# 1.2 Overview of stats and scales of measurement

### Descriptive Stats
Deals with collection, summary, presentation, and analysis of data in order to transform data into info that can be easily understood and interpreted

### Inferential Stats
Use data from a sample to make claims, predictions, estimates and test hypotheses about the chars of a pop.

### Population and Sample
- Population set of all individuals or elements of interest
- **Parameter** - Specific characteristic of a pop, fixed for a population
- **Statistic** - Specific characteristic of a sample, sample stats varies from sample to sample

### Data
- refers to the facts and figures collected, summed and analysed for presentation and interpretation
- it consists of individuals, variables, and observations

### Individuals, Variables and Observations
- **Individual** = object of interest in study - Ex. cars, cities, people etc.
- **Variables** = attributes or characteristics of interest for an individual (ex. color, height, weight)
- **Observations** = set of all outcomes or measurements collected for particular individual in study
- **Data Set** = collection of all data observations in a study

### Scales of Measurement
- **Nominal:** arbitrary labels or names, no order *Ex. walk, drive, train, bus, other*
    - Numeric codes can be used *Ex. 1 represents walk, 2 drive etc.*
- **Binary:** special case of categorical with just two categories 0 or 1, true or false etc.
- **Ordinal:** all properties of nominal data but with **order or rank**
    - When numeric codes used, there is NO measurable meaning to the number differences but there is an order
    - Ex. Education Level: 4 High School, 3 Under Grad, 2 Masters, 1 PhD
    
- **Interval:** numeric scales in which data exhibits props of ordinal scale 
    - **diff b/w values meaningful and specified on fixed unit of measure**
    - Ex.

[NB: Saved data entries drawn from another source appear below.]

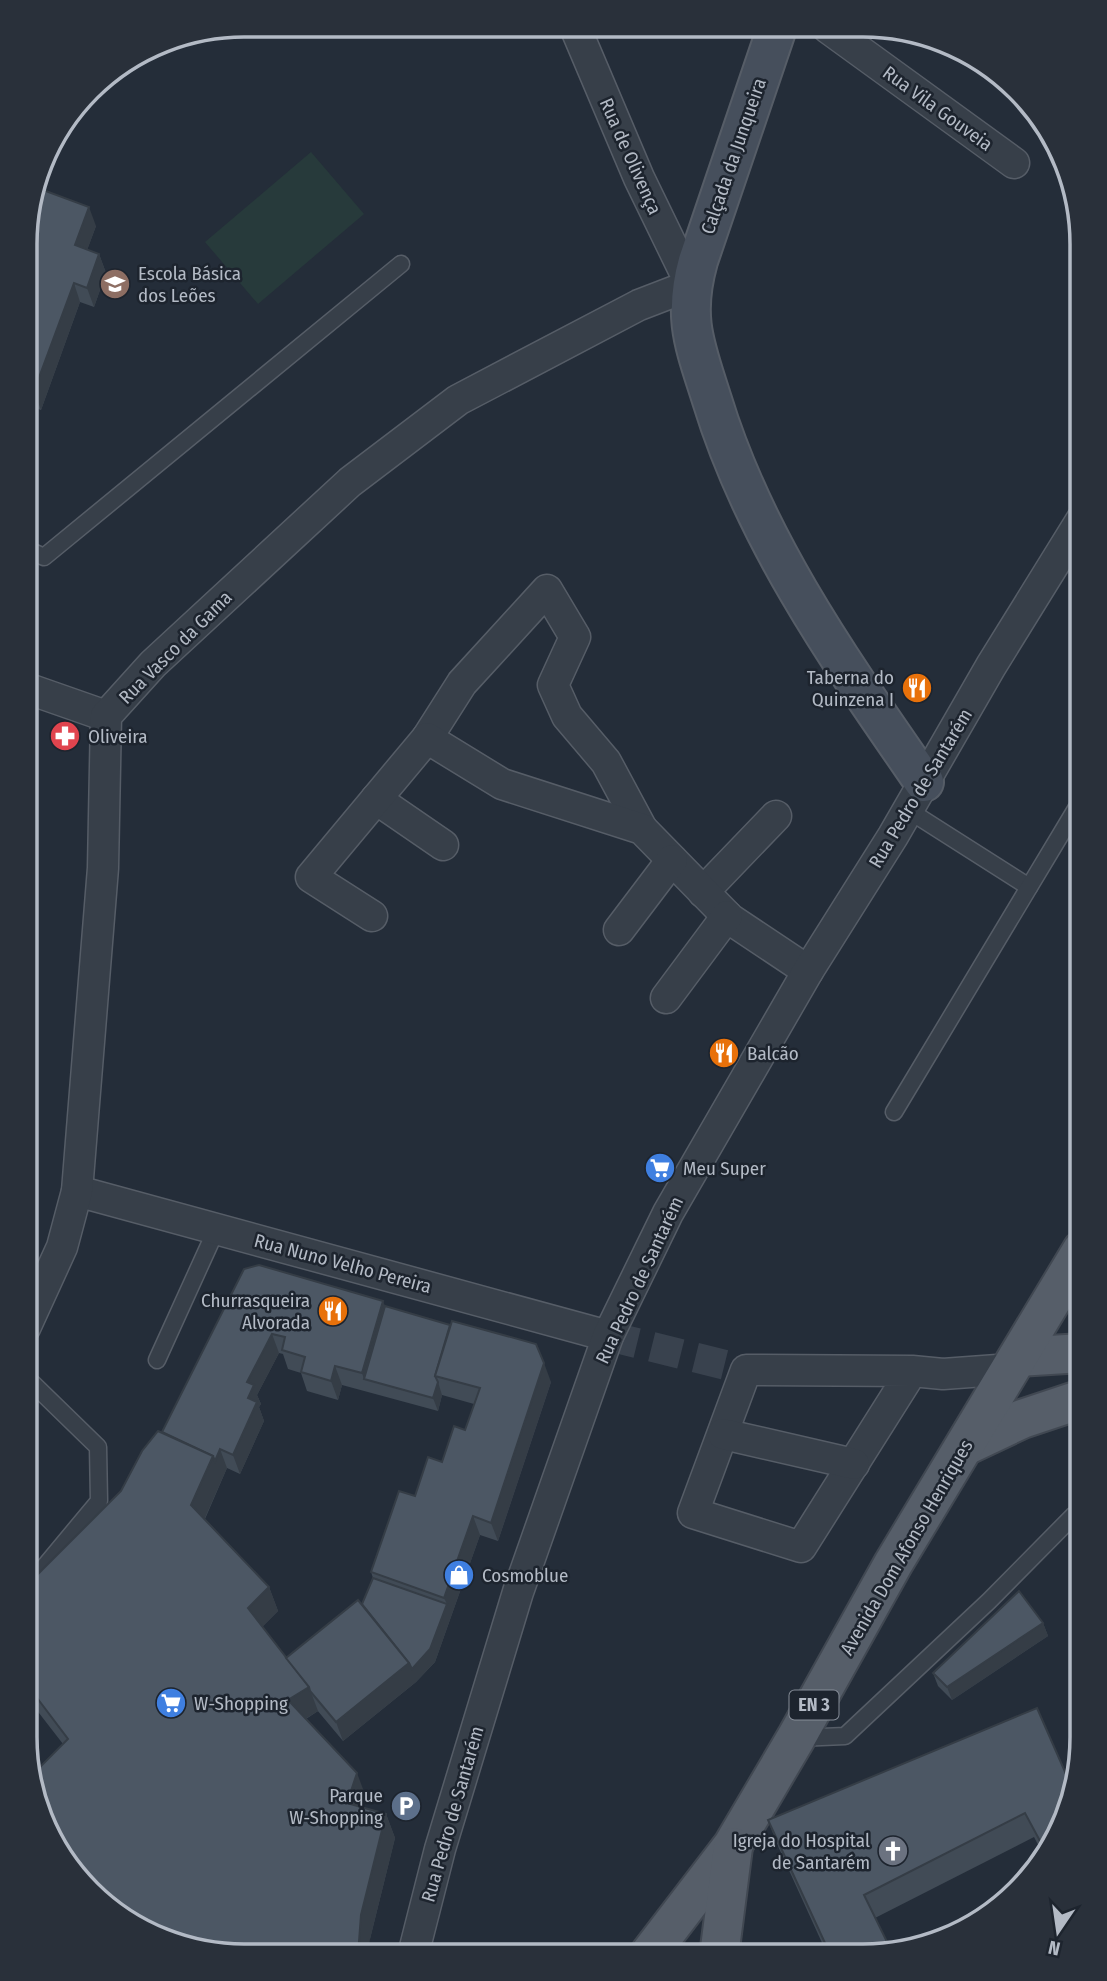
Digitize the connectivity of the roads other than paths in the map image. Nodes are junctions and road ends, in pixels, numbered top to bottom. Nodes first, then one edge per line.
1 (579, 37) edge
2 (774, 37) edge
3 (840, 37) edge
4 (1014, 163) dead end
5 (401, 264) dead end
6 (691, 285) junction
7 (1070, 539) edge
8 (37, 554) edge
9 (37, 692) edge
10 (106, 716) junction
11 (427, 738) junction
12 (916, 796) junction
13 (376, 799) junction
14 (776, 816) dead end
15 (1070, 819) edge
16 (642, 829) junction
17 (443, 845) dead end
18 (672, 860) junction
19 (1030, 887) junction
20 (703, 892) junction
21 (372, 916) dead end
22 (727, 916) junction
23 (619, 930) dead end
24 (808, 971) junction
25 (666, 998) dead end
26 (894, 1112) dead end
27 (77, 1191) junction
28 (217, 1228) junction
29 (1070, 1270) edge
30 (37, 1302) edge
31 (608, 1336) junction
32 (1070, 1355) edge
33 (157, 1360) dead end
34 (1014, 1363) junction
35 (912, 1371) junction
36 (37, 1388) edge
37 (1070, 1403) edge
38 (723, 1434) junction
39 (965, 1446) junction
40 (854, 1464) junction
41 (1070, 1519) edge
42 (37, 1576) edge
43 (796, 1738) junction
44 (733, 1845) junction
45 (416, 1944) edge
46 (657, 1944) edge
47 (721, 1944) edge

1 - 6 street, Rua de Olivença
2 - 6 street, Calçada da Junqueira
3 - 4 street, Rua Vila Gouveia
5 - 8 lane
6 - 10 street, Rua Vasco da Gama
6 - 12 street, Calçada da Junqueira
7 - 12 street, Rua Pedro de Santarém
9 - 10 street
10 - 27 street, Rua Vasco da Gama
11 - 13 street
11 - 16 street
11 - 16 street
12 - 19 lane
12 - 24 street, Rua Pedro de Santarém
13 - 17 street
13 - 21 street
14 - 20 street
15 - 19 lane
16 - 18 street
18 - 20 street
18 - 23 street
19 - 26 lane
20 - 22 street
22 - 24 street
22 - 25 street
24 - 31 street, Rua Pedro de Santarém
27 - 28 street, Rua Nuno Velho Pereira
27 - 30 street, Rua Vasco da Gama
28 - 31 street, Rua Nuno Velho Pereira
28 - 33 lane
29 - 34 main road, Avenida Dom Afonso Henriques
31 - 45 street, Rua Pedro de Santarém
32 - 34 main road
34 - 35 street
34 - 39 main road, Avenida Dom Afonso Henriques / EN 3
35 - 38 street
35 - 40 street
36 - 42 lane
37 - 39 main road
38 - 40 street
38 - 40 street
39 - 43 main road, Avenida Dom Afonso Henriques / EN 3
41 - 43 lane
43 - 44 main road, Avenida Dom Afonso Henriques / EN 3
44 - 46 main road, Avenida Dom Afonso Henriques / EN 3
44 - 47 main road, Avenida Dom Afonso Henriques / EN 3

SAT scores - 500, 600, 750 - score ranked and differencs have meaning
    - No true 0 point - 0 does not mean absence of value but indicates another value on scale
    
- **Ratio:** all props of interval BUT **ratio of any two values is meaningful** and **has true 0**
    - Ex. yearly income, 36k to 30k is 1.2 times more
    - 0 income, worker didn't work, absence of a value
    - Other examples: weight, height, time

*Intro Readings - Applied stats for business and econ* [Ch. 1 pp 1-13](https://ebookcentral.proquest.com/lib/londonww/detail.action?docID=1648178)

# 1.6 - Types of Data
### Categorical or Qualitative
- Uses **nominal** or **ordinal** scales of measurement

### Numerical or Quantitative
- Uses **interval or ratio** scales of measurement
- **Discrete**: usually integer values, usually a quantity
    - Examples: Number of cars, test scores with half marks (non-integer discrete)
- **Continuous:** measure 'how much'
    - Examples: Height, weight, time
    - Sometimes rounded to nearest integer but still continuous (Ex. Age)

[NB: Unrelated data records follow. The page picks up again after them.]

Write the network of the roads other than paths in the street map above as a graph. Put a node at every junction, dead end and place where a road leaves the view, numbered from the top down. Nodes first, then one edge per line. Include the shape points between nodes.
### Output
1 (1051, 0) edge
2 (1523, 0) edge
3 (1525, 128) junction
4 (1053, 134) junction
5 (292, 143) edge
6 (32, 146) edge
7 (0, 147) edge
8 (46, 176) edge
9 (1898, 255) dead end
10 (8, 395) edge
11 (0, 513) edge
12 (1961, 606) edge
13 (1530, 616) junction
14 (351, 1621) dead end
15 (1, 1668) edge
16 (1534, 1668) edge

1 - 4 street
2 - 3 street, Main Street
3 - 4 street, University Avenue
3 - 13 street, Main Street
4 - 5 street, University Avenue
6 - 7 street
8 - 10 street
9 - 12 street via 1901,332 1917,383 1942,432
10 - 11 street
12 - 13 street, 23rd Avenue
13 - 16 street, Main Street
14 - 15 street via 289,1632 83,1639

### Statistical Analysis for Categorical Vars
- Count number of observations, evaluate proportions or frequencies
- Arithmetic ops provide no meaningful results, ie average

### Statistical Analysis for Quantitative Vars
- Arithmetic ops provide meaninful results
- Ex. Get average age

#### Time- Series: data taken over range of time periods
#### Cross-Sectional: data collected from number of subjects during single time period

### Presentation of Data
- Tabular presentation
    - Frequency, % Freq., Relative Freq., Cumulative Freq.
    
### Frequency Distribution
- Summarize data in a table, show number of observations (frequency) of each category
- Categories are *nonoverlapping*
- Can summarize both qualitative and quantitative

*Readings - Practical Stats for Data Scientists* [Ch. 1 pp 1-7](https://ebookcentral.proquest.com/lib/londonww/detail.action?docID=6173908)

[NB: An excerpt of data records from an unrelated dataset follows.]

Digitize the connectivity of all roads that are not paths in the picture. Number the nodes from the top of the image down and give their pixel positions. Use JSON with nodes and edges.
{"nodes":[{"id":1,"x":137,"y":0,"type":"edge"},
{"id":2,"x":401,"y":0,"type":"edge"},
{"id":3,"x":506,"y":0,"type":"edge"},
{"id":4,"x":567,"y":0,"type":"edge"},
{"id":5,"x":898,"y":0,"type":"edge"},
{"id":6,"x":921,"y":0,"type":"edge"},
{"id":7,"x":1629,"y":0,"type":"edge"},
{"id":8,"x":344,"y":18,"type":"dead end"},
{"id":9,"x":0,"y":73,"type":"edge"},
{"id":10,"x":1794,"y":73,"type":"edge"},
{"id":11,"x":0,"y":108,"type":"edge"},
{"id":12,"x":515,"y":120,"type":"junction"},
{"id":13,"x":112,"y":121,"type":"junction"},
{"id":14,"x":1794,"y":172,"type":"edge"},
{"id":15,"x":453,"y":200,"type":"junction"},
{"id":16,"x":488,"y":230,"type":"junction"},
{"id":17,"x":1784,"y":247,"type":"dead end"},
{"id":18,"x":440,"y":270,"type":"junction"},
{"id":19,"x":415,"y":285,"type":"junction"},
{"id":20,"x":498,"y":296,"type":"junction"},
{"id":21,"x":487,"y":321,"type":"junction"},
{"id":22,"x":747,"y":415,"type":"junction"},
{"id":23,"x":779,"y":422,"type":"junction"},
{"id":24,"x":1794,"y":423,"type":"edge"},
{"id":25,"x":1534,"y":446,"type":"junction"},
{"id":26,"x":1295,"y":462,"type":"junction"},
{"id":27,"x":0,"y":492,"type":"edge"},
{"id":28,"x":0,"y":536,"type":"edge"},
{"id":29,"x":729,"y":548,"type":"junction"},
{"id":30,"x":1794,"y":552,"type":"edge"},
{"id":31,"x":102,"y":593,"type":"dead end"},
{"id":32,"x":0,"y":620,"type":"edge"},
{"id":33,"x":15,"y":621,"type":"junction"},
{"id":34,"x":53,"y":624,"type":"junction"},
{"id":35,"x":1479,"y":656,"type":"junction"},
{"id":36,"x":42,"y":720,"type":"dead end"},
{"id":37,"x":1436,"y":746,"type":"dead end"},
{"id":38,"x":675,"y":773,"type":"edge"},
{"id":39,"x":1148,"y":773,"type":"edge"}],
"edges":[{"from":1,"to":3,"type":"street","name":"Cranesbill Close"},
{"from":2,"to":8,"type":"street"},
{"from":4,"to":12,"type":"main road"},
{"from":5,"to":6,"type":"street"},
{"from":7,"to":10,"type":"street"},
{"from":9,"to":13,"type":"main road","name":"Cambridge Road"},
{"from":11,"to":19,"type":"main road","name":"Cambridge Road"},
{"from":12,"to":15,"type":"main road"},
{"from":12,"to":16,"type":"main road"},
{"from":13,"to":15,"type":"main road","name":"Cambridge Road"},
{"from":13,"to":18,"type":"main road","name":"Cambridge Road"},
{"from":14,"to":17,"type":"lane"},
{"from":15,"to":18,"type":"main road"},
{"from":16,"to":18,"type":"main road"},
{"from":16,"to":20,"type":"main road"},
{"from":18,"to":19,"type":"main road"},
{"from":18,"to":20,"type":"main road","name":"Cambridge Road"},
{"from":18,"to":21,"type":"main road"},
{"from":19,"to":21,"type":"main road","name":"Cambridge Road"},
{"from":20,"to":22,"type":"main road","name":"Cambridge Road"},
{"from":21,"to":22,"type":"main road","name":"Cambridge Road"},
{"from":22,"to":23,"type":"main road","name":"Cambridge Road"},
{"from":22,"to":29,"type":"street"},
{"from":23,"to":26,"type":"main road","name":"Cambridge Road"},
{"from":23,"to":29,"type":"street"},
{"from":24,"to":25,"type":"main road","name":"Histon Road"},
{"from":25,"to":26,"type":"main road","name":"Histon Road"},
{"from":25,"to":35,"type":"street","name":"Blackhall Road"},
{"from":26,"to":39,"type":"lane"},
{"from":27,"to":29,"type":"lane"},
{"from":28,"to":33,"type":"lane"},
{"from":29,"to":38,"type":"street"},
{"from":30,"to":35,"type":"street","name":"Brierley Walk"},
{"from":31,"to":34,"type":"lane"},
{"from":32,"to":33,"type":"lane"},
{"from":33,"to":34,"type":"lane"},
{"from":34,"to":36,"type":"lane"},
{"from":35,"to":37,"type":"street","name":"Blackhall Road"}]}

# 1.9 Measures of Location (mean, median, and mode)

### Mean
- most basic estimate of location
- x bar
- *Trimmed Mean*:
    -- text pp. 9 and 10
- *Weighted Mean*:
    -- text pp. 9 and 10
    
### Median
- Middle number in a sorted list
    - If even number of vals - average of two middle numbers
- Compared to Mean - only depends on 1 or 2 observations vs all observations
- Useful if large outliers (Ex. Bill gates living in a neighborhood when measuring houshold income)
- Less affected by outliers
- If data **normally distributed** - value of median and mean should be close
- If data **skewed** median and mean might be quite different


### Mode
- Value or values that occur the most often - highest frequency
- Simple stat for categorical data - not used for numeric

#### Readings
[Chapter 1 Exploratory Data Analysis, Estimates of Location section, pp.7–13.](https://ebookcentral.proquest.com/lib/londonww/detail.action?docID=6173908)

[Chapter 3 Describing Data: Summary Statistics, Section 3.2.1 Measures of Central Tendency, pp.43–50.](https://ebookcentral.proquest.com/lib/londonww/detail.action?docID=1648178)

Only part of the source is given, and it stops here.